Baiton criticized the focus on implementing measures like carbon pricing, which she believes increase costs and diminish Canada’s competitive edge, instead of capitalizing on the nation’s energy potential. These concerns were raised at the 2026 BMO CAPP Energy Symposium in Toronto.
The ongoing discussions around enhancing oil and gas export infrastructure in Canada, particularly diversifying markets beyond the U.S., were also highlighted at the symposium. The Alberta government’s plan to submit an application for a new West Coast crude oil pipeline this summer underscores efforts to expedite projects deemed vital for national interests. The collaboration between Alberta and the federal government, as outlined in a recent memorandum of understanding, aims to facilitate the development of new energy projects, including a proposed B.C. pipeline and the Pathways carbon capture initiative.

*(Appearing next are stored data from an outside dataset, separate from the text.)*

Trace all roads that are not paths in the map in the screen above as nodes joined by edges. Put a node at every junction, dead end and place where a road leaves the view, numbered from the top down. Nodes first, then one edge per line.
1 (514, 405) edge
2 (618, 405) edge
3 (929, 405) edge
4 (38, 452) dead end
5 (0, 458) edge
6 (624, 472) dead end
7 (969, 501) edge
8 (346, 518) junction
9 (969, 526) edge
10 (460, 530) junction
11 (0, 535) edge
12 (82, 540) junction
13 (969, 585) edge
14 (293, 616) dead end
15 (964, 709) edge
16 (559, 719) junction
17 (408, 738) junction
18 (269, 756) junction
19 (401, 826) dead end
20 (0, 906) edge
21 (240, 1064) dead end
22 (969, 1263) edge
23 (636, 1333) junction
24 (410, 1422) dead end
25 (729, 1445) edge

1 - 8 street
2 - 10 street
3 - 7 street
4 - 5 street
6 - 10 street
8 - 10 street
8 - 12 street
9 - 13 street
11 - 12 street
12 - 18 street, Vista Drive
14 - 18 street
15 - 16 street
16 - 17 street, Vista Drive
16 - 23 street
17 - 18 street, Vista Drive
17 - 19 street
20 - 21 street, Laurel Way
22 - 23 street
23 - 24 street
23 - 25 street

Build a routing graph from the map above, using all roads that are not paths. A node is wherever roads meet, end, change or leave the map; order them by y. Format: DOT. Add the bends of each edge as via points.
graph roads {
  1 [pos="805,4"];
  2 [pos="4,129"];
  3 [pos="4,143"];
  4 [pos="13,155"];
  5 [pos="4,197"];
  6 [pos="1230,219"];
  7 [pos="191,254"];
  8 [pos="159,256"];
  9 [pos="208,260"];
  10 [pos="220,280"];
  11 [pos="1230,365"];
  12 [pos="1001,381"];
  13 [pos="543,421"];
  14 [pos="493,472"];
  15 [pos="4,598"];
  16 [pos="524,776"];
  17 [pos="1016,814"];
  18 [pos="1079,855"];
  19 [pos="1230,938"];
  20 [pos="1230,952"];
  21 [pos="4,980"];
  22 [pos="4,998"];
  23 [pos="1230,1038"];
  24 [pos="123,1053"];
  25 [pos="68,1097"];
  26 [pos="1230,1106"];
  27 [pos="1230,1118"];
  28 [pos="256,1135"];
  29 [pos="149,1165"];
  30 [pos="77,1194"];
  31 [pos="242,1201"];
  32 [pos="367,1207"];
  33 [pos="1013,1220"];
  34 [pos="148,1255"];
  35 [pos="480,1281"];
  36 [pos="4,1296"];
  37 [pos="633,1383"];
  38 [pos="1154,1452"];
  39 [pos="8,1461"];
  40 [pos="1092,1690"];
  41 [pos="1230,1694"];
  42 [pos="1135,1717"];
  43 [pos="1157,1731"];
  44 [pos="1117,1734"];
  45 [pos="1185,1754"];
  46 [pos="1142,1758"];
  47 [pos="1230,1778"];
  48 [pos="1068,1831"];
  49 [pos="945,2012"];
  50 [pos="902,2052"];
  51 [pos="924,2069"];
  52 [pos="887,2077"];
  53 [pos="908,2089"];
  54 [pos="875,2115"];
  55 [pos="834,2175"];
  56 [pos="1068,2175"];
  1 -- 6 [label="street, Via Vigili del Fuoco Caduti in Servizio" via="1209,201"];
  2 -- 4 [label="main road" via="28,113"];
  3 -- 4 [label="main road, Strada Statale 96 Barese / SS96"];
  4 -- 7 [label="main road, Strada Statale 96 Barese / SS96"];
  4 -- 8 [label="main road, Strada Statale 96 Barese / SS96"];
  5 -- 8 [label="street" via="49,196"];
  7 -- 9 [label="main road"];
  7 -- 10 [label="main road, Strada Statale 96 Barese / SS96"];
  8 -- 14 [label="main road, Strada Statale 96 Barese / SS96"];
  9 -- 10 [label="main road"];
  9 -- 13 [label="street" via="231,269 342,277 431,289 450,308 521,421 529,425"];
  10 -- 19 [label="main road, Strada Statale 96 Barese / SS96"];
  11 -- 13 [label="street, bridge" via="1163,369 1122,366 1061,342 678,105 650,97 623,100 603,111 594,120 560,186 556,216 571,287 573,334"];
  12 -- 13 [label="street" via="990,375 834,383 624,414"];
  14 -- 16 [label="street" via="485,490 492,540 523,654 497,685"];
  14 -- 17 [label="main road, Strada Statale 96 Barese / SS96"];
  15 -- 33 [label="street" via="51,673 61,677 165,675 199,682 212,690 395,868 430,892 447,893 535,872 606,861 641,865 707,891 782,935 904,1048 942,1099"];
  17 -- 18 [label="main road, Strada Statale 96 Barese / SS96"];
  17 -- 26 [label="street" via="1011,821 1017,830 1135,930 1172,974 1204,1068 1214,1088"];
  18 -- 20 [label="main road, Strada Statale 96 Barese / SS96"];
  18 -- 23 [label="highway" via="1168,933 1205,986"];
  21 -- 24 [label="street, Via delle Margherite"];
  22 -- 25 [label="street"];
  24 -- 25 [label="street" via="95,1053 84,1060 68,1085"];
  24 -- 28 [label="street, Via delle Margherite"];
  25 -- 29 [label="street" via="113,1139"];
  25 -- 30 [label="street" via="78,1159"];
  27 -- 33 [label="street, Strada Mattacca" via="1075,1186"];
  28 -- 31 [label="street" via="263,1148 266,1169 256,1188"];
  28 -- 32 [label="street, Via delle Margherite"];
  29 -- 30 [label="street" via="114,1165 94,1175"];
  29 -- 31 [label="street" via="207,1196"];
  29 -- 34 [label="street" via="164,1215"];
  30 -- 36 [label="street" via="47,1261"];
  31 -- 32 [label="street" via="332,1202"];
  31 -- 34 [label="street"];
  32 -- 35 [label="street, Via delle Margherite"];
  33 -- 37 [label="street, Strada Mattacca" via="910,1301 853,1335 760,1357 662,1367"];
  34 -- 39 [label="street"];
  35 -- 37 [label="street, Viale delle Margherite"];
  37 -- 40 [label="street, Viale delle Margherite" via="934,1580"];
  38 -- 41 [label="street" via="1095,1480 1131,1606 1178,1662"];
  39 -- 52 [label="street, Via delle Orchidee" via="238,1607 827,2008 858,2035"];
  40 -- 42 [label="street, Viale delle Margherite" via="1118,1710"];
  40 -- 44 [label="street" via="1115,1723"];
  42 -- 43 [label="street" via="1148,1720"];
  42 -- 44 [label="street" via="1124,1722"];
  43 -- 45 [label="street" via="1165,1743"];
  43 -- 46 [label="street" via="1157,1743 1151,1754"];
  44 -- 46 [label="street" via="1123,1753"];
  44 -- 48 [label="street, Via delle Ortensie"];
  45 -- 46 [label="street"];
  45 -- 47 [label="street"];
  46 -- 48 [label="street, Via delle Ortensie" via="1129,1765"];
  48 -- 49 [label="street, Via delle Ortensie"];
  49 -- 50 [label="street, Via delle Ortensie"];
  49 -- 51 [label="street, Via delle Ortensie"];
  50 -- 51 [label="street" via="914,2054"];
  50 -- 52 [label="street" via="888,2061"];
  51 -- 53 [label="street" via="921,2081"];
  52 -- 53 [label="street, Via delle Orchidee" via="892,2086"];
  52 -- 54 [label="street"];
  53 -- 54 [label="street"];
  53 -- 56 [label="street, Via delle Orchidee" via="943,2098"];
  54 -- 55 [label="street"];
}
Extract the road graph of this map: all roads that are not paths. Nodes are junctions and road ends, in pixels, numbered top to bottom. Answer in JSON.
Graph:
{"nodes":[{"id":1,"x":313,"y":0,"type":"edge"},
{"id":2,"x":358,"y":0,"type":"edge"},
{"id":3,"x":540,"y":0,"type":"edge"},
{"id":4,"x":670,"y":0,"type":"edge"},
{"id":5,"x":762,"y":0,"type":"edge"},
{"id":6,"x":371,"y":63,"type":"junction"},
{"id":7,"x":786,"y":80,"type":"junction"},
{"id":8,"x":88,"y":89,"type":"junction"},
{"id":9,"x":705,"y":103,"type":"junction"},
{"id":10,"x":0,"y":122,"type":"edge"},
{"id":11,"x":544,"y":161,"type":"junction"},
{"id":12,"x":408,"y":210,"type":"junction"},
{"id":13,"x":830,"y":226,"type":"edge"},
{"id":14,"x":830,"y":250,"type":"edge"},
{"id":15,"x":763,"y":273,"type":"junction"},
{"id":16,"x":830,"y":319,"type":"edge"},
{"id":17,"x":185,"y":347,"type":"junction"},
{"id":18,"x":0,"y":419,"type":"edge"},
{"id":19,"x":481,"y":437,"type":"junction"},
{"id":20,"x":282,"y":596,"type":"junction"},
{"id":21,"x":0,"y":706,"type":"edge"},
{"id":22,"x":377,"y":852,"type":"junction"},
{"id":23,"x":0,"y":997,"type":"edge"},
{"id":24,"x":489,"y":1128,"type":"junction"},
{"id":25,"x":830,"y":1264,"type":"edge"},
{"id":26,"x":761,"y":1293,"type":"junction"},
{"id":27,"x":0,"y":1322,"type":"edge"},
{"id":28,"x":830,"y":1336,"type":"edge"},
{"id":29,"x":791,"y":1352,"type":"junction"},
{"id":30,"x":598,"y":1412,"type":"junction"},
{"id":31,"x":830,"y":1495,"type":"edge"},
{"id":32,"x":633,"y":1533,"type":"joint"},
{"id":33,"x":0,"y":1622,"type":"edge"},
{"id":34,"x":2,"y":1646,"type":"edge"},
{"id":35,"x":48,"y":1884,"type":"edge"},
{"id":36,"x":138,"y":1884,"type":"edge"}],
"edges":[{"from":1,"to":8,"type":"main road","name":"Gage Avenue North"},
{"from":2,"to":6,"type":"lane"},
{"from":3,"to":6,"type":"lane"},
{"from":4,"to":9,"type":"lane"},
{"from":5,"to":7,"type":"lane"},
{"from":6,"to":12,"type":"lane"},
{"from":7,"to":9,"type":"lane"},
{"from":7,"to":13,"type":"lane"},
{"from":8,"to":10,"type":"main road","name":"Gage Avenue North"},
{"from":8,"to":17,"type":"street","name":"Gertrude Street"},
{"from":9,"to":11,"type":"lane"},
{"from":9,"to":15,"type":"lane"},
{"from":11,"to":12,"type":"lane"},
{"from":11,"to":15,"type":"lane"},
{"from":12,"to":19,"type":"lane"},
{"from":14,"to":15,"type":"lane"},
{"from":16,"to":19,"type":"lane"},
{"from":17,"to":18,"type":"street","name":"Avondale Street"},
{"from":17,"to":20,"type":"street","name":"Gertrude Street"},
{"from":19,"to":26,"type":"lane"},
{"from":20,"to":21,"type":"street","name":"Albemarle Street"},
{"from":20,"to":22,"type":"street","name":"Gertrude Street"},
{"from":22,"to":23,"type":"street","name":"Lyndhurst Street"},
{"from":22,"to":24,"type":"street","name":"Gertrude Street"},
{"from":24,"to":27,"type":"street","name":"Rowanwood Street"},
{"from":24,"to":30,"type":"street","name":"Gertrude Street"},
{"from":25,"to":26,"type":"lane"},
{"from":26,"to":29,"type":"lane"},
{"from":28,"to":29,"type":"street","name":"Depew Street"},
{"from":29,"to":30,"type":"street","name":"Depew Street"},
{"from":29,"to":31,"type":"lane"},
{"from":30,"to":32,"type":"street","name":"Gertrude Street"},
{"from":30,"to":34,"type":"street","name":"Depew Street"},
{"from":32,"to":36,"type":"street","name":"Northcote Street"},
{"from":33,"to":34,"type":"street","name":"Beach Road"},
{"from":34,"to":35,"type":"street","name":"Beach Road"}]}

Despite the agreements in the energy accord, unresolved issues regarding carbon pricing and the Pathways project have persisted beyond the stipulated deadline. The plan entails increasing Alberta’s industrial carbon price to $130 per tonne from $95, with ongoing negotiations on the rate of escalation. Proponents argue that the added carbon costs can potentially be offset by increased profits from expanded exports, particularly to Asian markets.
However, industry leaders like Cenovus Energy CEO Jon McKenzie caution that imposing a carbon levy may not incentivize investments in decarbonization but rather hinder competitiveness on a global scale. Chris Carlsen, CEO of Birchcliff Energy Ltd., emphasized the challenges in further reducing emissions, citing the limitations of current technologies and the cost implications of carbon capture and storage.
Despite the potential benefits of Canada’s oil resources, concerns remain regarding regulatory hurdles and policy uncertainties that could impede the industry’s growth and competitiveness. Experts point out the need for streamlined approval processes and infrastructure development to fully capitalize on Canada’s energy potential in the evolving global market.